» What you should do:
For these records, count the lines containing the word "numbered" and respond with the number alone.

» Data:
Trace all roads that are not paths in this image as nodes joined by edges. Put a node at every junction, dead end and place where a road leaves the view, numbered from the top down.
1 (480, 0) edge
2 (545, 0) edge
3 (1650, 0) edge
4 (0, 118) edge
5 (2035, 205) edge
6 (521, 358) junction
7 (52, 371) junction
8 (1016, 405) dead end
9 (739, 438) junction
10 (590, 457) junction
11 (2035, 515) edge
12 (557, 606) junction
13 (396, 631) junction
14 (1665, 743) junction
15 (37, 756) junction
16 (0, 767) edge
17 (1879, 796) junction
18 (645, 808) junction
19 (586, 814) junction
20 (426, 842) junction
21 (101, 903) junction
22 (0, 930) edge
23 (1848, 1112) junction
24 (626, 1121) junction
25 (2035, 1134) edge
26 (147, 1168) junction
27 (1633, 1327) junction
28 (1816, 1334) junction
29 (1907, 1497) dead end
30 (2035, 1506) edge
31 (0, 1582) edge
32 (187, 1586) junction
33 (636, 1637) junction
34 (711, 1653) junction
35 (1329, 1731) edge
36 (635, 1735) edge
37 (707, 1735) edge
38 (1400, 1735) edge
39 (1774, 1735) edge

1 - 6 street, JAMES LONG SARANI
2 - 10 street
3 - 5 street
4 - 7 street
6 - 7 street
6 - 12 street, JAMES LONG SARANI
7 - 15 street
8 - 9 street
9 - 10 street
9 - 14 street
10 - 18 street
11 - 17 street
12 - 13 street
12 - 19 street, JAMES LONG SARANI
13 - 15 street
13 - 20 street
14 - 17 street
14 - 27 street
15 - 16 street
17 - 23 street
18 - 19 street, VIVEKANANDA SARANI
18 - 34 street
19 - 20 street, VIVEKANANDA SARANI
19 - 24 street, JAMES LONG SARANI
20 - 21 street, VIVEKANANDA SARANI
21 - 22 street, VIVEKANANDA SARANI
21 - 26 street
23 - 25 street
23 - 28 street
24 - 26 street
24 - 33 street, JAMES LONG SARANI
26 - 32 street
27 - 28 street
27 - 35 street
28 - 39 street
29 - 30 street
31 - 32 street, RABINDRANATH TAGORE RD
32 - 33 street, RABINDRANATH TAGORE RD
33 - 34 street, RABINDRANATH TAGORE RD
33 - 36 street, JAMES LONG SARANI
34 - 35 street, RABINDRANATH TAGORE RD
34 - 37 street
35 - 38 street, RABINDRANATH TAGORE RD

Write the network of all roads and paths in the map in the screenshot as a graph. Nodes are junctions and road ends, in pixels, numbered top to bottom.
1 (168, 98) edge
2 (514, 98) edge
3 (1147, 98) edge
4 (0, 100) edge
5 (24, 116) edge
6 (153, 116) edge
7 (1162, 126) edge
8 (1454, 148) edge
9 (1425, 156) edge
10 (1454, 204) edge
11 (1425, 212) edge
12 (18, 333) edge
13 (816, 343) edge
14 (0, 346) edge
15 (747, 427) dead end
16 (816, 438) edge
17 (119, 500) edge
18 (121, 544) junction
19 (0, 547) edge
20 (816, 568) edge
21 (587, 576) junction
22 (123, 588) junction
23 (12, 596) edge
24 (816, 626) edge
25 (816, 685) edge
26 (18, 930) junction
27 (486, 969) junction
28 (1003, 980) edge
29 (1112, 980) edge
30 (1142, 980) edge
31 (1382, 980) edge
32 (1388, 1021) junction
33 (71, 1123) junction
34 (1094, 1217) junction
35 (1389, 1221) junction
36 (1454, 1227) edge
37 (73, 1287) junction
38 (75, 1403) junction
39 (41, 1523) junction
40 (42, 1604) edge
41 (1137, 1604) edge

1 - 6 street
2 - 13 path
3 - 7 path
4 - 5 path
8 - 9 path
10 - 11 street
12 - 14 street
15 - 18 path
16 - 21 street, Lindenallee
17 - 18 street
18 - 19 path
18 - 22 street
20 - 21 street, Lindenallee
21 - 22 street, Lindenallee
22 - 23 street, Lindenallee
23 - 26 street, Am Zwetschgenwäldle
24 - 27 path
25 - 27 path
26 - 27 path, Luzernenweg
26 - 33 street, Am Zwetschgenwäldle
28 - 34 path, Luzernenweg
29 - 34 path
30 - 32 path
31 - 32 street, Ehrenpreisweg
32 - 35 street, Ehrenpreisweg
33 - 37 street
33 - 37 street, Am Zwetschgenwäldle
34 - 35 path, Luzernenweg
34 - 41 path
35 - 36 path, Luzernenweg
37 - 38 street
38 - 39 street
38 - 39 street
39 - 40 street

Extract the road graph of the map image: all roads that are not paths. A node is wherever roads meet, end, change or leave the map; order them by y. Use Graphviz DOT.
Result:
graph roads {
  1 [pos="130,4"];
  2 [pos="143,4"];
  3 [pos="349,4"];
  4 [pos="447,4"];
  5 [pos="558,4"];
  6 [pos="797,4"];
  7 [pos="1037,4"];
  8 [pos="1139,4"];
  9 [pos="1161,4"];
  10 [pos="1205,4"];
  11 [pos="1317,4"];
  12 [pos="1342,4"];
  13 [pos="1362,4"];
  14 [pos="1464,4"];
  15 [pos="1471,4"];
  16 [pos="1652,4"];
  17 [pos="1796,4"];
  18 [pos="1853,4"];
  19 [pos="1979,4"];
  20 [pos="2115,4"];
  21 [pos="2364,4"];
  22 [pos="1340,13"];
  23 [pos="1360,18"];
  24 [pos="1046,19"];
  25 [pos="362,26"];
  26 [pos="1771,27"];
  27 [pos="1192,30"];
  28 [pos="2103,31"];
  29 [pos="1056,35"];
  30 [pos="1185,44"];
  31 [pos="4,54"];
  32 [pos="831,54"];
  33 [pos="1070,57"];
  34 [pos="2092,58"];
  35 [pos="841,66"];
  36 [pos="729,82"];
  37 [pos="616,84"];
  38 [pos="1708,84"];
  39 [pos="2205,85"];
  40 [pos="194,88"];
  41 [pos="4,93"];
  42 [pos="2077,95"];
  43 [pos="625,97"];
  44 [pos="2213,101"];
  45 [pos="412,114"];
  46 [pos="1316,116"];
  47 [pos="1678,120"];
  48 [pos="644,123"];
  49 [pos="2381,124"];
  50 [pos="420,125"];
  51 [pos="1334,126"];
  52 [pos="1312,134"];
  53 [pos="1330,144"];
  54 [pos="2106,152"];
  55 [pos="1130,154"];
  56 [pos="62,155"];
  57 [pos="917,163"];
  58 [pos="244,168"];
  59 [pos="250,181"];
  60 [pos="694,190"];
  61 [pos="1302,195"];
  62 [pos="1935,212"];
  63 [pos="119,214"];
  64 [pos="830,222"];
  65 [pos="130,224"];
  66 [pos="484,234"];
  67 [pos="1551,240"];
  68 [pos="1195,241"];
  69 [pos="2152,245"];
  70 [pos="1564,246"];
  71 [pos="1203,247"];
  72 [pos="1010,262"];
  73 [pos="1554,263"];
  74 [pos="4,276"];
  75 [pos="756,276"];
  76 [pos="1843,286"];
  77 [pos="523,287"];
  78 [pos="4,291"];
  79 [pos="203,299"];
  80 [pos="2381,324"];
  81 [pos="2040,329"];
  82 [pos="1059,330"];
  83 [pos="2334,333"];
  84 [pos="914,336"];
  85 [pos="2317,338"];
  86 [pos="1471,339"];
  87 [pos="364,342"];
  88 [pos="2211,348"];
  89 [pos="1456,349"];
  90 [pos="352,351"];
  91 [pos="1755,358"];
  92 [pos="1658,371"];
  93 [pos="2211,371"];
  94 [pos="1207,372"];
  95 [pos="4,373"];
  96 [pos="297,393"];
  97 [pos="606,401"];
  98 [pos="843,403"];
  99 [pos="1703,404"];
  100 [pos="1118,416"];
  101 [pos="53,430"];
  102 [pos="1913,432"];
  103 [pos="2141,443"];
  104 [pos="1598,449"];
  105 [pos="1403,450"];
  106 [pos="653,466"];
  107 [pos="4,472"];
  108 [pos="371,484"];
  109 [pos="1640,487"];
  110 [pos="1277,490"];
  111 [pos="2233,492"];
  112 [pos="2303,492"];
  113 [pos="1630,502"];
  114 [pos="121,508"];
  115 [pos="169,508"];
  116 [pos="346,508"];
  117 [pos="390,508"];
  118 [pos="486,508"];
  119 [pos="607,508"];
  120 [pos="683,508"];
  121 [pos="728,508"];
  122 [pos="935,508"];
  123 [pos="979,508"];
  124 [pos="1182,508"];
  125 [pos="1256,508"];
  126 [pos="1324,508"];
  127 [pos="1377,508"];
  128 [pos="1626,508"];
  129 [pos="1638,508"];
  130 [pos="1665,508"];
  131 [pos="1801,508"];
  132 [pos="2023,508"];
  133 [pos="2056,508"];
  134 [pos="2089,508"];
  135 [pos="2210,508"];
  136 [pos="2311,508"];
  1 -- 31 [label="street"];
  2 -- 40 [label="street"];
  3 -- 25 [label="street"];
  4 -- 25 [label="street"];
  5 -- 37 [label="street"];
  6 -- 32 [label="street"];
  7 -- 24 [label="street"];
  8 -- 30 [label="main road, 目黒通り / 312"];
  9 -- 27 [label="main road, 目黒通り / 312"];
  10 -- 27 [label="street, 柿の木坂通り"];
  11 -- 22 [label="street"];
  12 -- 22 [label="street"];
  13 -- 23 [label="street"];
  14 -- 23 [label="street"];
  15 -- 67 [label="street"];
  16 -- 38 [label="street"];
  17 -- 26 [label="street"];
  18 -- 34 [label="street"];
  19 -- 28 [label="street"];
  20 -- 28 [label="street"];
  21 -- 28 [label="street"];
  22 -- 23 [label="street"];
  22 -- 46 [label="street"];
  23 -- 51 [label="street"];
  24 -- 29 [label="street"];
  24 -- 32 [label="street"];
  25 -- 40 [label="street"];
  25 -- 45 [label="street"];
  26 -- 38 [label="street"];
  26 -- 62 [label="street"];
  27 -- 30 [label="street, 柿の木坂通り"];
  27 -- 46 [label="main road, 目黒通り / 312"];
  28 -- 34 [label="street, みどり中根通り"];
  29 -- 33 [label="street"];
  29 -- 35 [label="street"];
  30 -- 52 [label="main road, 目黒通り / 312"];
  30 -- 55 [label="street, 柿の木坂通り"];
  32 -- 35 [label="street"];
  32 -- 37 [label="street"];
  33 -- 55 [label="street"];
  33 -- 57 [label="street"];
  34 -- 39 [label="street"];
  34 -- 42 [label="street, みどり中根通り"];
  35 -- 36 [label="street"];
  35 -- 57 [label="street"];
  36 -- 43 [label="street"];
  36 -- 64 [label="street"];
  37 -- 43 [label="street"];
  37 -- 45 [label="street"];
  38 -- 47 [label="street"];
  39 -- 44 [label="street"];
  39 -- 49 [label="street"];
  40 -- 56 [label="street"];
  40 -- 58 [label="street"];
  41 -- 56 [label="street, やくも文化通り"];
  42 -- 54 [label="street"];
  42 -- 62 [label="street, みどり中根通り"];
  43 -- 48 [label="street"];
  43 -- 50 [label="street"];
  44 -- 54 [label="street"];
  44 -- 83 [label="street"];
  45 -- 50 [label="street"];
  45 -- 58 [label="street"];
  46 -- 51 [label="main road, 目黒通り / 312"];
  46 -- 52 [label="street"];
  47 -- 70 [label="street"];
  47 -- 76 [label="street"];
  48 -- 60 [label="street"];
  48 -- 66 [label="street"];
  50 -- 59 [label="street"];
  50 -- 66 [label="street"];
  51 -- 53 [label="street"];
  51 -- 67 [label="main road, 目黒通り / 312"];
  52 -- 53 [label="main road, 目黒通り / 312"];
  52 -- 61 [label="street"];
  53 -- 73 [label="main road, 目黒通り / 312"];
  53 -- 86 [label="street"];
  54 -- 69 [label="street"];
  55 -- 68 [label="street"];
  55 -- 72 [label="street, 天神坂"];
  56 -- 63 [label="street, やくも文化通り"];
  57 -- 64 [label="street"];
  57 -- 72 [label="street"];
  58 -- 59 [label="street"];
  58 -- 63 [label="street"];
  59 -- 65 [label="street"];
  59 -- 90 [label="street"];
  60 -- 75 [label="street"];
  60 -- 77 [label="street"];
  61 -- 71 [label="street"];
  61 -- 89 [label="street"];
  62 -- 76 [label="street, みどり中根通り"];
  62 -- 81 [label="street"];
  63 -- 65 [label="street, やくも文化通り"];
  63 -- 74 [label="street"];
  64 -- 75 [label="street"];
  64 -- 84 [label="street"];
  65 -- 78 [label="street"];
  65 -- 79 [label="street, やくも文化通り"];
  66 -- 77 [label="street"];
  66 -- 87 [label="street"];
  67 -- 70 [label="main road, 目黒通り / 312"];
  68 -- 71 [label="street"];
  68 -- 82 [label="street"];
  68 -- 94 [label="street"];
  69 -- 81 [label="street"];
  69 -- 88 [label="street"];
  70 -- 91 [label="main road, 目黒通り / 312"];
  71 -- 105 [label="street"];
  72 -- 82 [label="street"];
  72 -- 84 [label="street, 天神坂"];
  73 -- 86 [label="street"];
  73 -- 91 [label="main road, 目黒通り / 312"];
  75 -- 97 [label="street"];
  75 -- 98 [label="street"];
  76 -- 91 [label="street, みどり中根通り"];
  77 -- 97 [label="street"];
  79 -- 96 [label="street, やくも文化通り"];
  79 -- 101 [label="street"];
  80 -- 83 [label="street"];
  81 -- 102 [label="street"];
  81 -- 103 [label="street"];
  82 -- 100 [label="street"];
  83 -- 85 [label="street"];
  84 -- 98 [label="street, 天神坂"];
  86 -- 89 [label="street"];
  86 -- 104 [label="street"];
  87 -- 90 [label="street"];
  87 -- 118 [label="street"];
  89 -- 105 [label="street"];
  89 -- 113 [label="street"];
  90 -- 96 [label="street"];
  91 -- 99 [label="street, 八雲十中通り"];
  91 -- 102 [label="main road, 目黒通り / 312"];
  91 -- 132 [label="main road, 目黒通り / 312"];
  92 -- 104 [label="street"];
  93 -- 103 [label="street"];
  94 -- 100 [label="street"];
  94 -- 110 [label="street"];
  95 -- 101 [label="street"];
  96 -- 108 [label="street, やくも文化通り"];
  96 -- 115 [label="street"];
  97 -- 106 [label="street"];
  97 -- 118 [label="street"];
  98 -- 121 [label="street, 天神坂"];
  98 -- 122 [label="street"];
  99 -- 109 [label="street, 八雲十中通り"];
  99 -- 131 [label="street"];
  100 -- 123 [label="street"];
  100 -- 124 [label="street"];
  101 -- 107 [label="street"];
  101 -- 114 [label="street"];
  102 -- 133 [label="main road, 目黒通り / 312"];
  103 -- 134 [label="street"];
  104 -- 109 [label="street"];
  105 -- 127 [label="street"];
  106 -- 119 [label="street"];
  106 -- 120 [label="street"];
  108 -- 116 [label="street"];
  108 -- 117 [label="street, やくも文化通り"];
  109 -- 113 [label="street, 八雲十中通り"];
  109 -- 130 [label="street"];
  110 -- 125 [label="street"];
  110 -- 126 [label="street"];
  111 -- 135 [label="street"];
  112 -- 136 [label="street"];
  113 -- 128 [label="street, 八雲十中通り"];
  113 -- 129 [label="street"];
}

» Result:
2